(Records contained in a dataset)
>>>
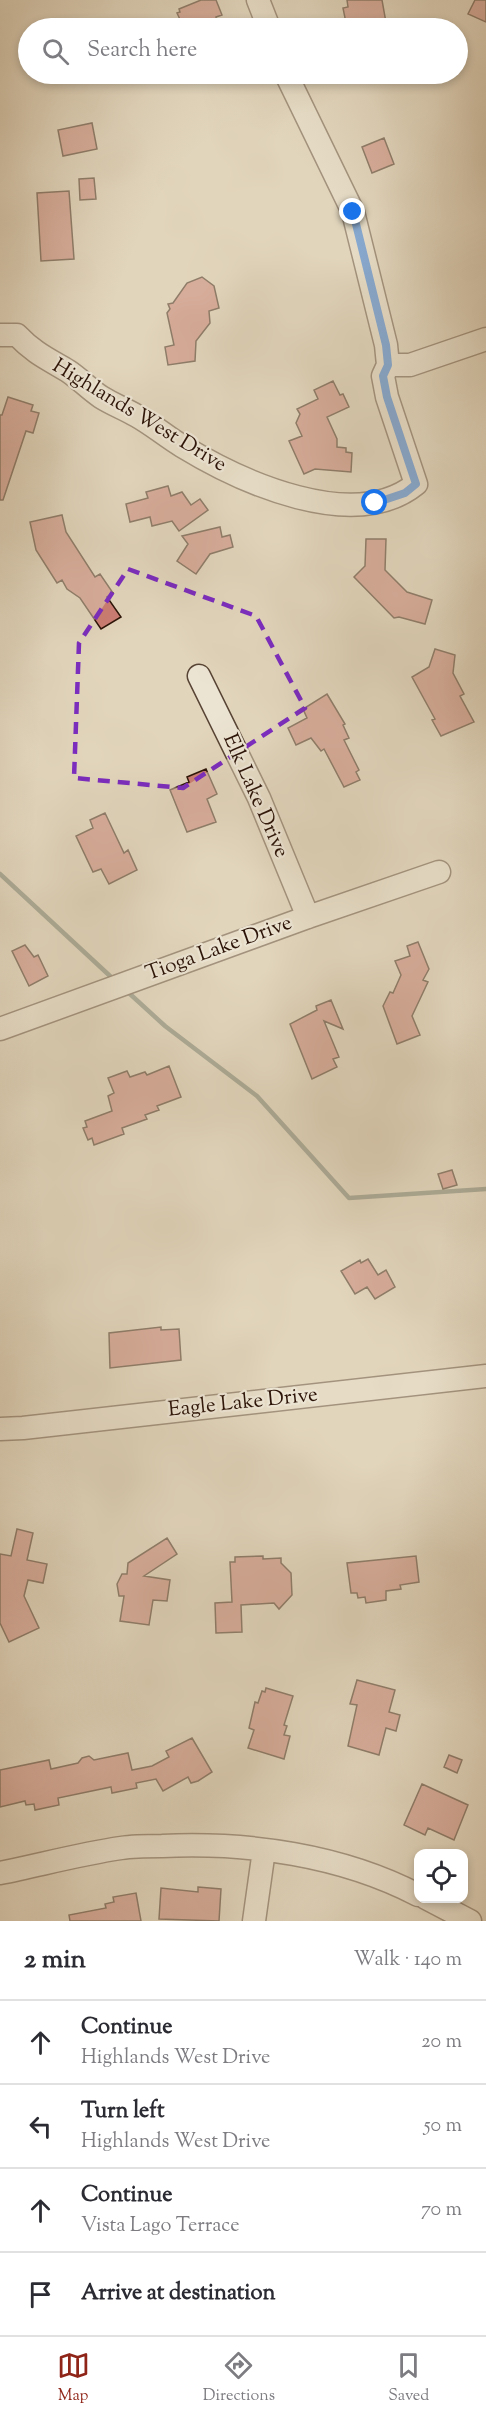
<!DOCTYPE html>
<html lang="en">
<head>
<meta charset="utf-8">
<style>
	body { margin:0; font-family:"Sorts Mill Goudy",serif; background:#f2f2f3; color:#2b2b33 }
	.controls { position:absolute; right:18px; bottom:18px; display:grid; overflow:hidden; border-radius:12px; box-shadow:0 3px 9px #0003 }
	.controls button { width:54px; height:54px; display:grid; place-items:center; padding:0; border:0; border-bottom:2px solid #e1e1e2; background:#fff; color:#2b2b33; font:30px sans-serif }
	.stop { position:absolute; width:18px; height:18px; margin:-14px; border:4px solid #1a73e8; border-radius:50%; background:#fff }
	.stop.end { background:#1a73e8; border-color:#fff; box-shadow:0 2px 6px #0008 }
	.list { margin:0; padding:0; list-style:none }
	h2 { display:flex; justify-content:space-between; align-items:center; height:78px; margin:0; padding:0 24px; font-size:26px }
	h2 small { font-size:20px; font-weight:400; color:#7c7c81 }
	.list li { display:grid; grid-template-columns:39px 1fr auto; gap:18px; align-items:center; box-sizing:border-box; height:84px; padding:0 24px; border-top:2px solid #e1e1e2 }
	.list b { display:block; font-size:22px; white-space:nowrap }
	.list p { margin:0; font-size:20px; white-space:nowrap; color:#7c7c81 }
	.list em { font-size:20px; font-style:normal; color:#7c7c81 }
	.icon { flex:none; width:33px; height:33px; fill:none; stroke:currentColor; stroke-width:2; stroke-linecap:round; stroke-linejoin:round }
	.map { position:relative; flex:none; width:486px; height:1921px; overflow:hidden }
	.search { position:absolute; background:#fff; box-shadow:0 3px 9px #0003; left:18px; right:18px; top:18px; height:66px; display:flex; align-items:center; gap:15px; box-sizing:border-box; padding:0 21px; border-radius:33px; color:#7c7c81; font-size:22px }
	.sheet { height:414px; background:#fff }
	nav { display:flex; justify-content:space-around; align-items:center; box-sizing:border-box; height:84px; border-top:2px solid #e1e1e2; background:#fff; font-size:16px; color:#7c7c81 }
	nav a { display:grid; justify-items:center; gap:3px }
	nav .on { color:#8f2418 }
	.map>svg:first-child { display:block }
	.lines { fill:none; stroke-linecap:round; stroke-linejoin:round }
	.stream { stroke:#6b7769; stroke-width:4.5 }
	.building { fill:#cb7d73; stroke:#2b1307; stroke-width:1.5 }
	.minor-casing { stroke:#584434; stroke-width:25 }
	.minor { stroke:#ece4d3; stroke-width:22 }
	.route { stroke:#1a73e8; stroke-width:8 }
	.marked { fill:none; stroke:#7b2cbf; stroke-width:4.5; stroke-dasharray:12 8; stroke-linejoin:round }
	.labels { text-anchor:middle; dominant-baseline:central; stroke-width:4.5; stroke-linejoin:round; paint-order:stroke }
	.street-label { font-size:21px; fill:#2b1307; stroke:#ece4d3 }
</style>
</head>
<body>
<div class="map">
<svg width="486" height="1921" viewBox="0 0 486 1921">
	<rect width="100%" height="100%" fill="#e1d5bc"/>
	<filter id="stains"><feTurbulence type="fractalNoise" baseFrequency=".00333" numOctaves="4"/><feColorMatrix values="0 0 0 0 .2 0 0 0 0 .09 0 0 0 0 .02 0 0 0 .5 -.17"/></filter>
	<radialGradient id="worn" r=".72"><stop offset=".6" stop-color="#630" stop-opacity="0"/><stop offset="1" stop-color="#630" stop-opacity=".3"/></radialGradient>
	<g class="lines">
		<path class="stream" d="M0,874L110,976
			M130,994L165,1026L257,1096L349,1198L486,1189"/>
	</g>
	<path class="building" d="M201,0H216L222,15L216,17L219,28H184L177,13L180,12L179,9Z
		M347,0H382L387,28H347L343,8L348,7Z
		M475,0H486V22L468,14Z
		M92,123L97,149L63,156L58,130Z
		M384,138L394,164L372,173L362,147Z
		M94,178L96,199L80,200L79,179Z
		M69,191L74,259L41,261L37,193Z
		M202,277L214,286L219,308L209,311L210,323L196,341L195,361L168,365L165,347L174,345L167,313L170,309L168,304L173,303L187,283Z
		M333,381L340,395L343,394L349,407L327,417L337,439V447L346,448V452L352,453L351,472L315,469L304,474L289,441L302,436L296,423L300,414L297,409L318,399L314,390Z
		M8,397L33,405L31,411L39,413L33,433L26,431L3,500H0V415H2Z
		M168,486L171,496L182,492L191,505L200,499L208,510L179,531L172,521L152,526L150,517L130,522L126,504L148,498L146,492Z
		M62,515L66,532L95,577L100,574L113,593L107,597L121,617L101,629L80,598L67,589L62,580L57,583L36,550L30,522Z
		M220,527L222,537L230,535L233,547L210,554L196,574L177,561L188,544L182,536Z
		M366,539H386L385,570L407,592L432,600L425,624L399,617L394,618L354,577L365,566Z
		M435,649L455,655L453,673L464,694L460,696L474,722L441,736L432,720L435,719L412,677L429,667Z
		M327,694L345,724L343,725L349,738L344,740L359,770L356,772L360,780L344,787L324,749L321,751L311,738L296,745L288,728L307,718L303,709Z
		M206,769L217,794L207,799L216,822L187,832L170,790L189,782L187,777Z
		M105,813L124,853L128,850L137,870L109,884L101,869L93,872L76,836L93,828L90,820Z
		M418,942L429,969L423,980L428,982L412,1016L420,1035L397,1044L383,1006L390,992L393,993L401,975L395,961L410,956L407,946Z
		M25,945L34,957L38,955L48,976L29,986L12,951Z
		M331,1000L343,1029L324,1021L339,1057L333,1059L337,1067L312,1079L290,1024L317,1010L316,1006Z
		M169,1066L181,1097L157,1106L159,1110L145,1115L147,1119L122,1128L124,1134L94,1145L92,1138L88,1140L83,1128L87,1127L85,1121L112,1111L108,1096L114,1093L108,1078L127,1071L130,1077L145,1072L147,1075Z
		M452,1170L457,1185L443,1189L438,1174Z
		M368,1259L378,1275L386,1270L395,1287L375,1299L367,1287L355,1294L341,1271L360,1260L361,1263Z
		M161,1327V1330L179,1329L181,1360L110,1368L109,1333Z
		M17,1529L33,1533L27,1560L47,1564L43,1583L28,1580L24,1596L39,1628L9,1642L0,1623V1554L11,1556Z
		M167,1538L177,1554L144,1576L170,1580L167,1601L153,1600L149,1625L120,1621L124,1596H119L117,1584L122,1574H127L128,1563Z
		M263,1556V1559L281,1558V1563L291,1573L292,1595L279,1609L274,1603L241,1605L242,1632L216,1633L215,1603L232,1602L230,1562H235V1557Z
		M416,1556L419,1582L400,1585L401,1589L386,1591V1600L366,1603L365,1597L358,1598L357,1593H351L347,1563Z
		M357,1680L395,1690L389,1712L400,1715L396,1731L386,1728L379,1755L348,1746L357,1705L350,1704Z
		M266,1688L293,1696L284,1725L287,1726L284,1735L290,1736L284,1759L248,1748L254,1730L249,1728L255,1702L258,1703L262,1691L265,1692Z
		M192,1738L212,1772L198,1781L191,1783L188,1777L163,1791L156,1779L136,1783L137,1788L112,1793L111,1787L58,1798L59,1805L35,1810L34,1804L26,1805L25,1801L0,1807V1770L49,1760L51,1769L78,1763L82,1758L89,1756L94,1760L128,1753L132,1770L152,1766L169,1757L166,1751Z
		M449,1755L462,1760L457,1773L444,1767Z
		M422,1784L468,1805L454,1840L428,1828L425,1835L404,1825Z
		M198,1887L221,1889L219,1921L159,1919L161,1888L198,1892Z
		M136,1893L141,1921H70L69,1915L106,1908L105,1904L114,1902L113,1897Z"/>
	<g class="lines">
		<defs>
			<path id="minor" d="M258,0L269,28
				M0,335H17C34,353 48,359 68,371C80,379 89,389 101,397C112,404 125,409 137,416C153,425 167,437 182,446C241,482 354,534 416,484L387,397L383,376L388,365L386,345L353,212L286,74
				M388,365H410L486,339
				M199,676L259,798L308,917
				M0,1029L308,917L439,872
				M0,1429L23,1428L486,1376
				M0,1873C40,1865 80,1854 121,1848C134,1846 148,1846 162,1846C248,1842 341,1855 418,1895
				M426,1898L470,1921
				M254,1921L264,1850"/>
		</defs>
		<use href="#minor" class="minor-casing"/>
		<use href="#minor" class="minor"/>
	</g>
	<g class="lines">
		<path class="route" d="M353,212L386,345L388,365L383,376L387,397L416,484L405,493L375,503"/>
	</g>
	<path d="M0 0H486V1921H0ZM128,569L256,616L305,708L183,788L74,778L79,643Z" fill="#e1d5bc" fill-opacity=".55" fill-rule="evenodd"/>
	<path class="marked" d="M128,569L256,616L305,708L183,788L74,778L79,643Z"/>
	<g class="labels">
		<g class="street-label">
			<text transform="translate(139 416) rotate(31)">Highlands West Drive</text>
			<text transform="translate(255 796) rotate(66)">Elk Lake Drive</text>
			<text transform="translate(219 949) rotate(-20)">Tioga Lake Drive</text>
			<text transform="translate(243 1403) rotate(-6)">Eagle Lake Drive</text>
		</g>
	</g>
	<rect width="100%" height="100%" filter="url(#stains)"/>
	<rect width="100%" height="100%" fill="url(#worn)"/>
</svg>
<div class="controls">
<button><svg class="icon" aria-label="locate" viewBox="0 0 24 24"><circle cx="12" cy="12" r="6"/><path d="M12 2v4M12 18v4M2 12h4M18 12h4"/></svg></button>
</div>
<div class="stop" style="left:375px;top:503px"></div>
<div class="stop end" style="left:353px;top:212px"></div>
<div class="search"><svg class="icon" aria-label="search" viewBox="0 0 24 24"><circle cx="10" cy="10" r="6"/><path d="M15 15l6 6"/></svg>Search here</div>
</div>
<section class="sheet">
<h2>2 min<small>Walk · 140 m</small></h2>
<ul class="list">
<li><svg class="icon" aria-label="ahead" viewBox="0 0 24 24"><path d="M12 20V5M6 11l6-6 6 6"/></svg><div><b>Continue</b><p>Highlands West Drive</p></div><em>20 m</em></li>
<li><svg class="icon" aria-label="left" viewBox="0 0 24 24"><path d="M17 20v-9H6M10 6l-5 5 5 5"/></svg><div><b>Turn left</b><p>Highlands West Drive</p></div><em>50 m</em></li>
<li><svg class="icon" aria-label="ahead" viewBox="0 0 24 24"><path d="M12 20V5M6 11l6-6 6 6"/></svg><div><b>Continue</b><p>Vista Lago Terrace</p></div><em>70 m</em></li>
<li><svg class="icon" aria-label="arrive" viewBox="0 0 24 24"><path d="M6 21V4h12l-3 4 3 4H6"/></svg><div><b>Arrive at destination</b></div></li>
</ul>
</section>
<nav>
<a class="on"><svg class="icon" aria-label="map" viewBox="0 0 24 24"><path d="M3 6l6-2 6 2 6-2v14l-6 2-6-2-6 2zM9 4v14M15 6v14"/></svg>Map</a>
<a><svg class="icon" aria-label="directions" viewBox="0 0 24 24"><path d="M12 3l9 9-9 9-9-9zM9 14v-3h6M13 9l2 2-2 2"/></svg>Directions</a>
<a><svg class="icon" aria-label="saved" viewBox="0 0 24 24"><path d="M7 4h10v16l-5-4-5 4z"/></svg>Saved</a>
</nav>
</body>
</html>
<<<
=== TASK GOAL ===
Only an exact copy of the lines from the top of the entries through the line with "font-size:20px; font-style:normal; color:#7c7c81", both included, should be given, with all pictures omitted.

=== FINAL ANSWER ===
<!DOCTYPE html>
<html lang="en">
<head>
<meta charset="utf-8">
<style>
	body { margin:0; font-family:"Sorts Mill Goudy",serif; background:#f2f2f3; color:#2b2b33 }
	.controls { position:absolute; right:18px; bottom:18px; display:grid; overflow:hidden; border-radius:12px; box-shadow:0 3px 9px #0003 }
	.controls button { width:54px; height:54px; display:grid; place-items:center; padding:0; border:0; border-bottom:2px solid #e1e1e2; background:#fff; color:#2b2b33; font:30px sans-serif }
	.stop { position:absolute; width:18px; height:18px; margin:-14px; border:4px solid #1a73e8; border-radius:50%; background:#fff }
	.stop.end { background:#1a73e8; border-color:#fff; box-shadow:0 2px 6px #0008 }
	.list { margin:0; padding:0; list-style:none }
	h2 { display:flex; justify-content:space-between; align-items:center; height:78px; margin:0; padding:0 24px; font-size:26px }
	h2 small { font-size:20px; font-weight:400; color:#7c7c81 }
	.list li { display:grid; grid-template-columns:39px 1fr auto; gap:18px; align-items:center; box-sizing:border-box; height:84px; padding:0 24px; border-top:2px solid #e1e1e2 }
	.list b { display:block; font-size:22px; white-space:nowrap }
	.list p { margin:0; font-size:20px; white-space:nowrap; color:#7c7c81 }
	.list em { font-size:20px; font-style:normal; color:#7c7c81 }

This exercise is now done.